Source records

=-=-=

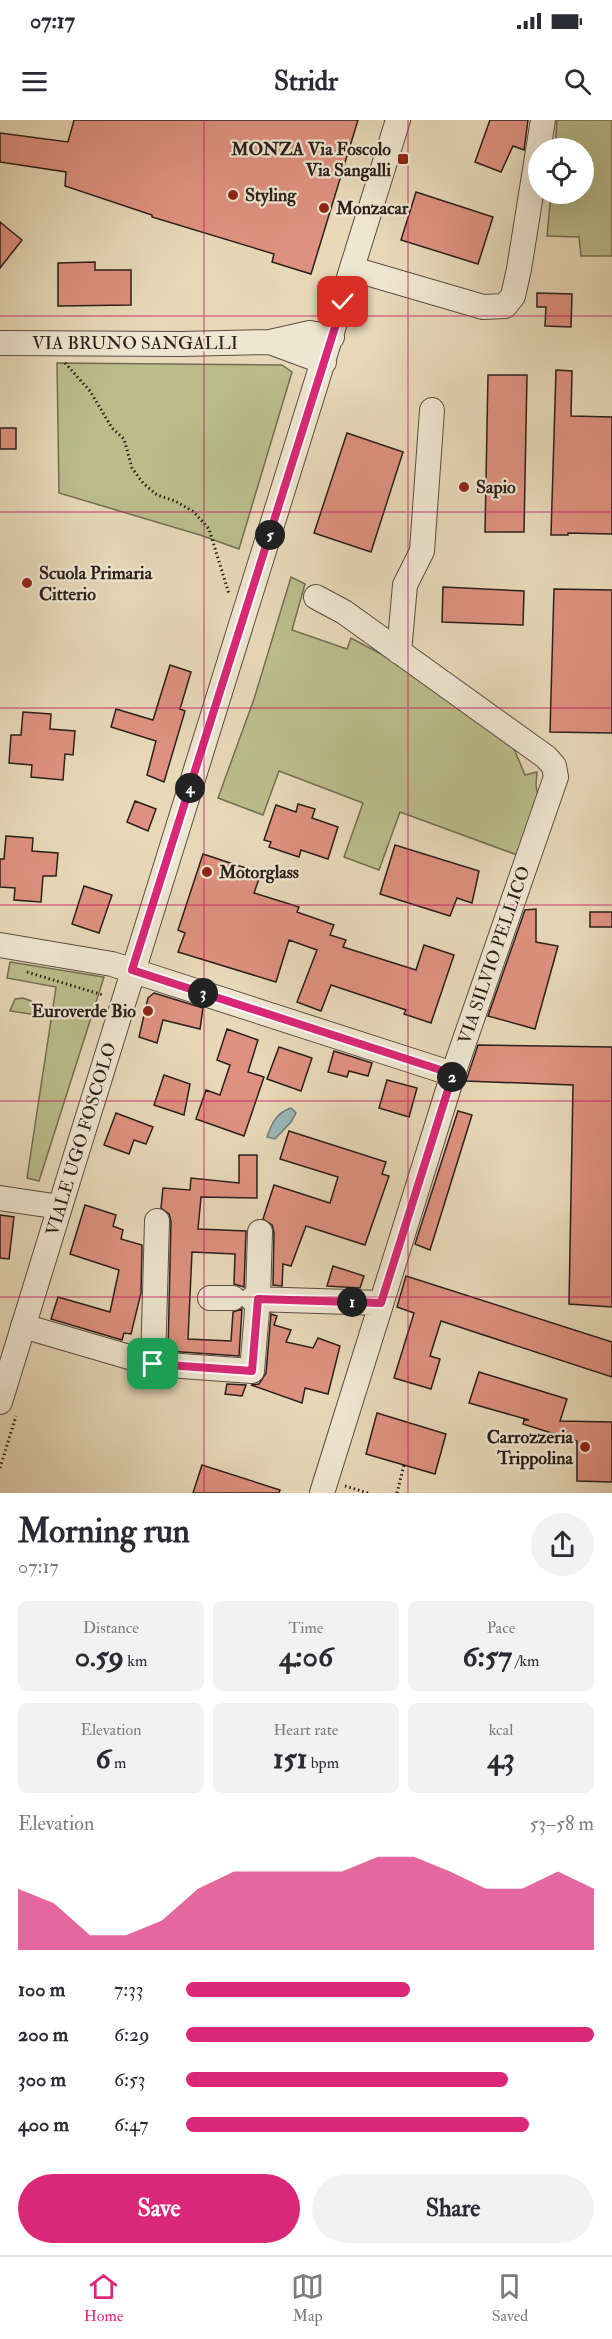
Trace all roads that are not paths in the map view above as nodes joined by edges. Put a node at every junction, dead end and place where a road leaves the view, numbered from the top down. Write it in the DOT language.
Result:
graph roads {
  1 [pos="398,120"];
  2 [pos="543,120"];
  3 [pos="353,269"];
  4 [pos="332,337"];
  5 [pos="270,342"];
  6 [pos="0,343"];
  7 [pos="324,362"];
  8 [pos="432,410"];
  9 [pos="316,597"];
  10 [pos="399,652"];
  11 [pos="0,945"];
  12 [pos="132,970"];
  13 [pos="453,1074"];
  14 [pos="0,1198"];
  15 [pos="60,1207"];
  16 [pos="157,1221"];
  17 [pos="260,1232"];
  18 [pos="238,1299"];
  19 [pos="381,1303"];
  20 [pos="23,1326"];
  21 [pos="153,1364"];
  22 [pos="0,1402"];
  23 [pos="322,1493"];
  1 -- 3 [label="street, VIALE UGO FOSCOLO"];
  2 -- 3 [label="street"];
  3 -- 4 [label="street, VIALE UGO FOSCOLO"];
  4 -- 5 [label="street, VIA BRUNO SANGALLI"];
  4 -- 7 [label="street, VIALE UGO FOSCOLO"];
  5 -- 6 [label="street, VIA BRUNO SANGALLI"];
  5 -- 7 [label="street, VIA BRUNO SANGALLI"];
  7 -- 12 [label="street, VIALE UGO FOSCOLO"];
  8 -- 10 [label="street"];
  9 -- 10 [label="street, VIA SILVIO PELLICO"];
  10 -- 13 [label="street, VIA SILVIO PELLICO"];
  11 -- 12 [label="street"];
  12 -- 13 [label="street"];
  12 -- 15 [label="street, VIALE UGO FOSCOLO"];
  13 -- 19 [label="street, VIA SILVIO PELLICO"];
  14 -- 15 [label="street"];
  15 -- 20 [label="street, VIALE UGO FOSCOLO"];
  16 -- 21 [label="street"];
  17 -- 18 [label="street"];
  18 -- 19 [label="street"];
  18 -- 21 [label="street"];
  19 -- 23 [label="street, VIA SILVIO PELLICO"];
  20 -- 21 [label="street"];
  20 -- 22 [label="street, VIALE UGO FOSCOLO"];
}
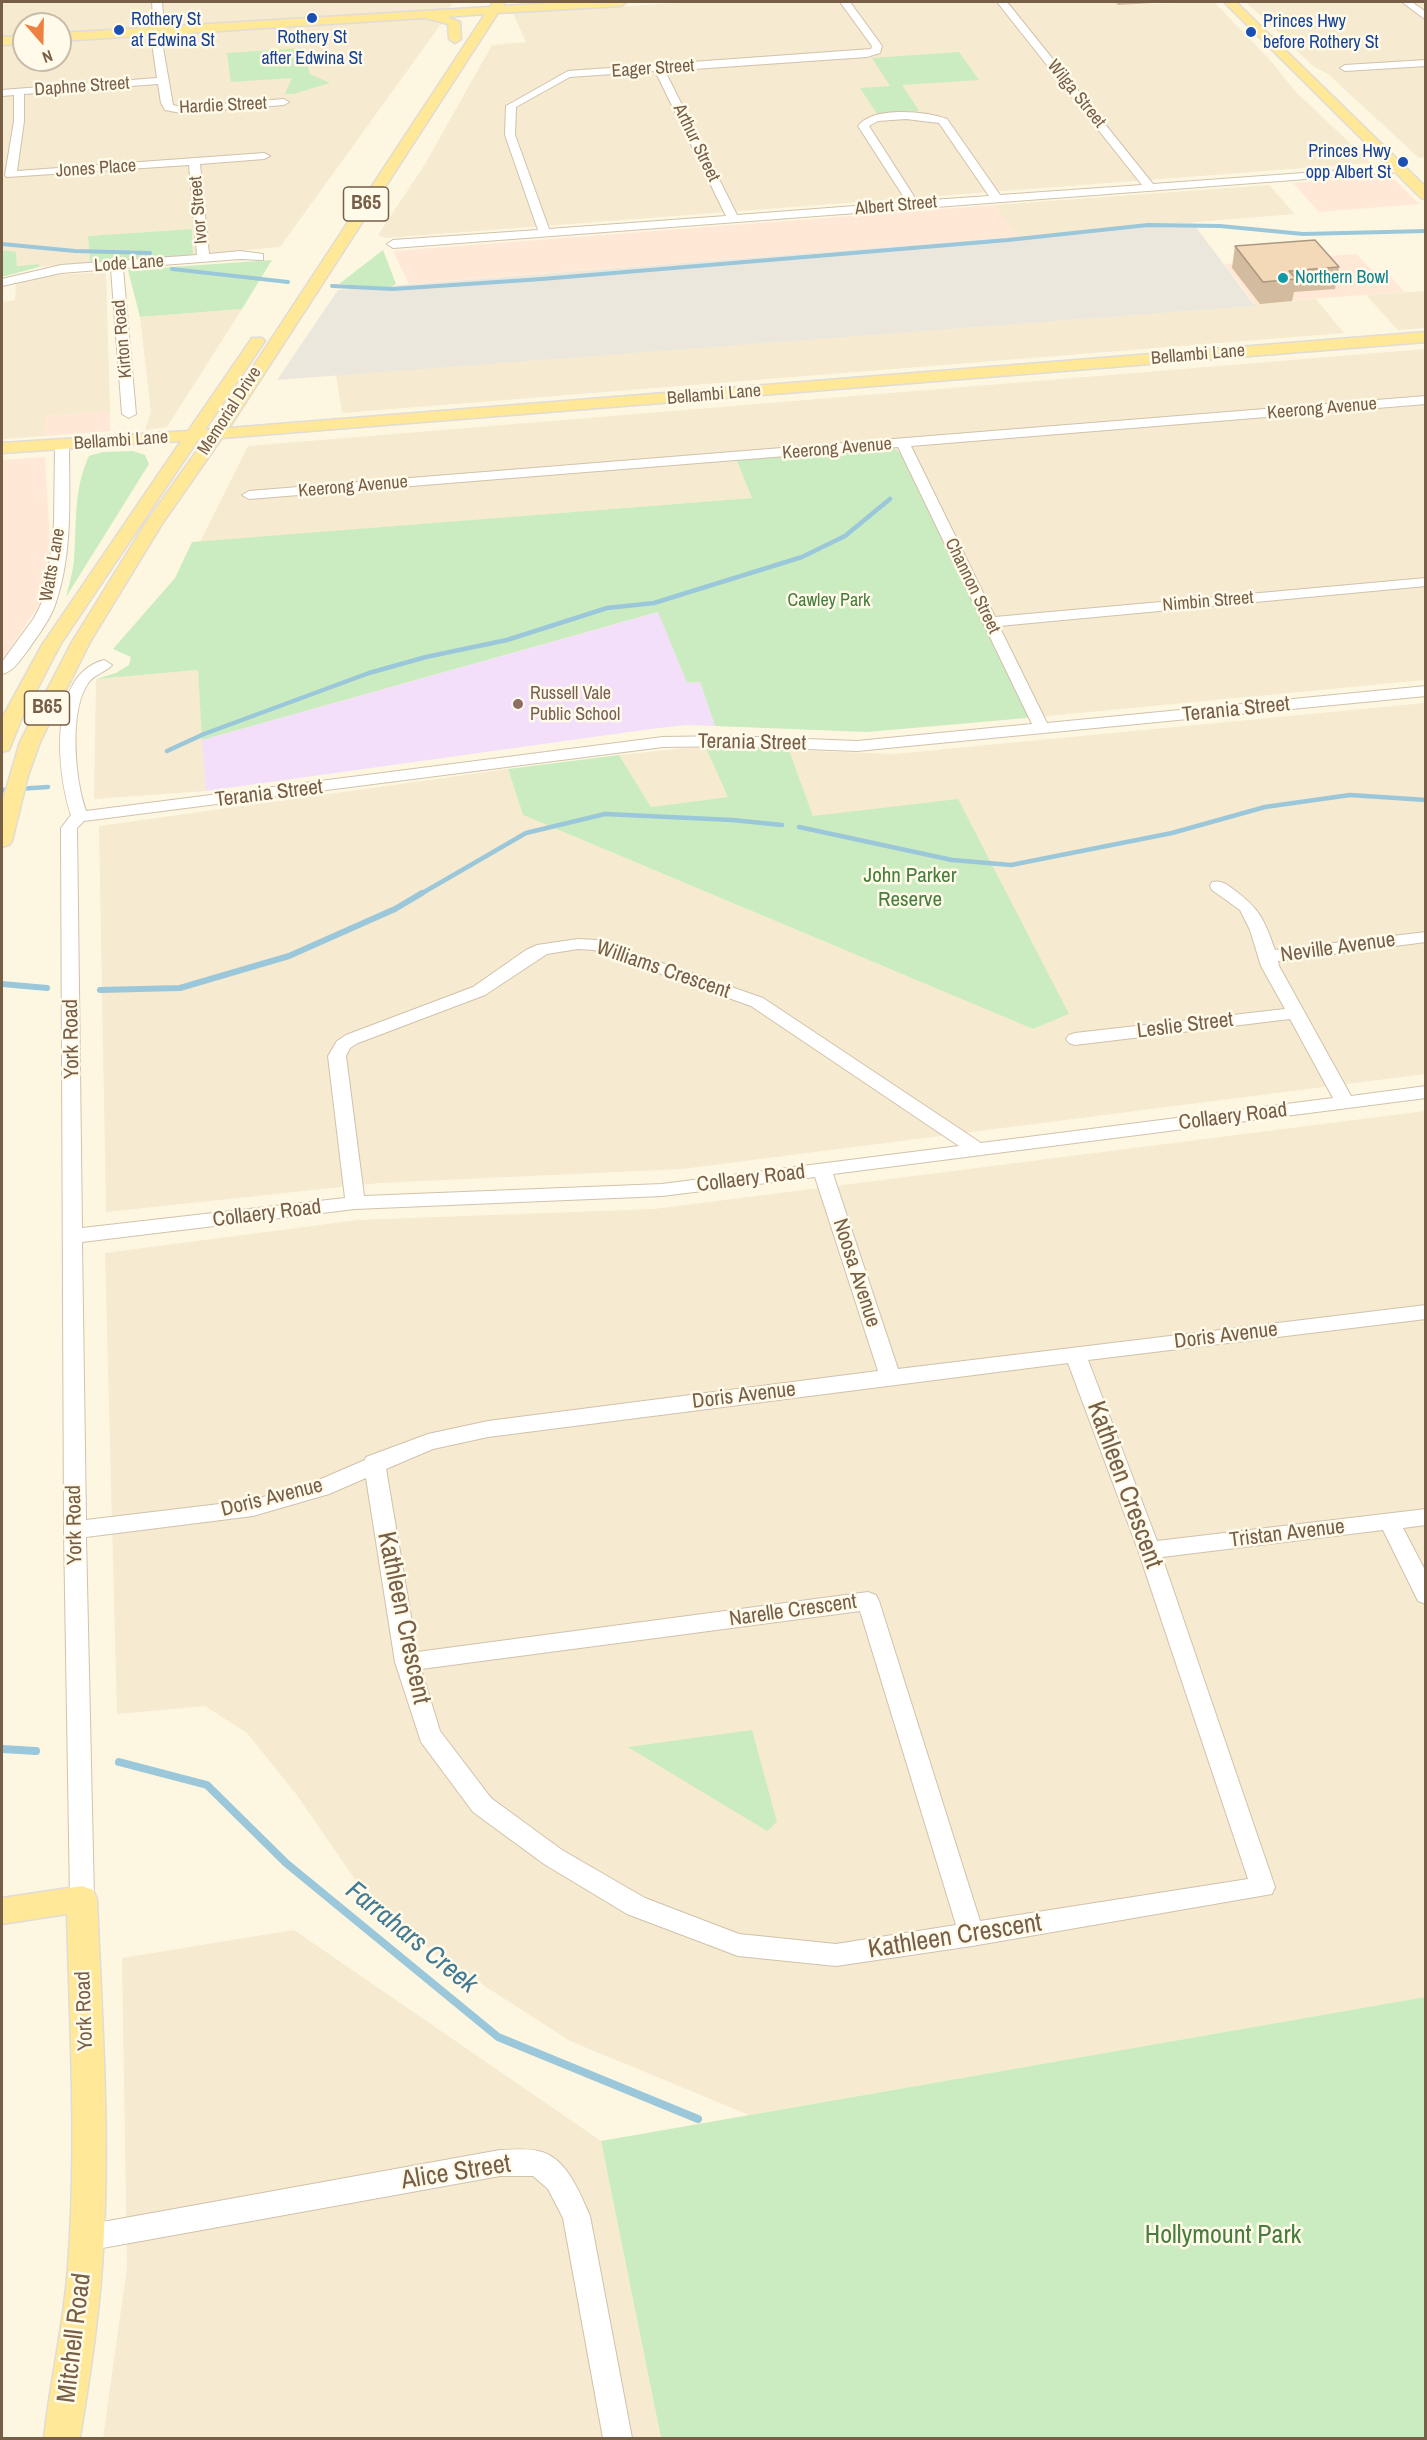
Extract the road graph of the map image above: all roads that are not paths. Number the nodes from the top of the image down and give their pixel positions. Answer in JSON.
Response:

=-=-=

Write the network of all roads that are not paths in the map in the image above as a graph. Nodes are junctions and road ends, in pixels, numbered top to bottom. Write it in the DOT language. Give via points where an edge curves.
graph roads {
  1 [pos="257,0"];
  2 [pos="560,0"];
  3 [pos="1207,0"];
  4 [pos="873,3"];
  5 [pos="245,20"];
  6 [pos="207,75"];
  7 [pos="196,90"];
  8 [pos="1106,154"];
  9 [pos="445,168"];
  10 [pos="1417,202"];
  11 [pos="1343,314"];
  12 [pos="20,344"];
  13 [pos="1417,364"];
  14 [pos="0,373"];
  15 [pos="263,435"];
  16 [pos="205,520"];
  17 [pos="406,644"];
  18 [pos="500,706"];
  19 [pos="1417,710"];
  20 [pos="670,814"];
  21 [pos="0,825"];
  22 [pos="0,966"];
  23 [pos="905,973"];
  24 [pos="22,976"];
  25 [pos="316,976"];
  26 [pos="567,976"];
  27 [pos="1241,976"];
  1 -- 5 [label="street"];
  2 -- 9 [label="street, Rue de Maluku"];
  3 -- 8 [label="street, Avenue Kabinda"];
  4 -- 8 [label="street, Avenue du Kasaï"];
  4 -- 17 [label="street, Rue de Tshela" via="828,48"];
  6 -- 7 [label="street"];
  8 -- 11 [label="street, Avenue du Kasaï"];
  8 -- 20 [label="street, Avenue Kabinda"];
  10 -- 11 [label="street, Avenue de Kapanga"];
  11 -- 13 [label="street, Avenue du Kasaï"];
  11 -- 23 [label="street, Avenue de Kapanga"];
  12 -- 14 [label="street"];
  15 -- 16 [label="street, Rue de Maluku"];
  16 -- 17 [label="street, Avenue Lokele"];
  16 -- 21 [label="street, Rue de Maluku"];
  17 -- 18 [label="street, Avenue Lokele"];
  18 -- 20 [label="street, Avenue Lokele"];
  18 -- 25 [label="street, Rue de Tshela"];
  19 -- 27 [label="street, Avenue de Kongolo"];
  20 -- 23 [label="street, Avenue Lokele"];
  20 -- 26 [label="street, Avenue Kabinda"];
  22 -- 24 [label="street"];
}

=-=-=

▸ Exercise requirements:
Look for the string "from" in the entries above. Copy every line that has it.

▸ Reply:
Trace all roads that are not paths in the map view above as nodes joined by edges. Put a node at every junction, dead end and place where a road leaves the view, numbered from the top down. Write it in the DOT language.
Extract the road graph of the map image above: all roads that are not paths. Number the nodes from the top of the image down and give their pixel positions. Answer in JSON.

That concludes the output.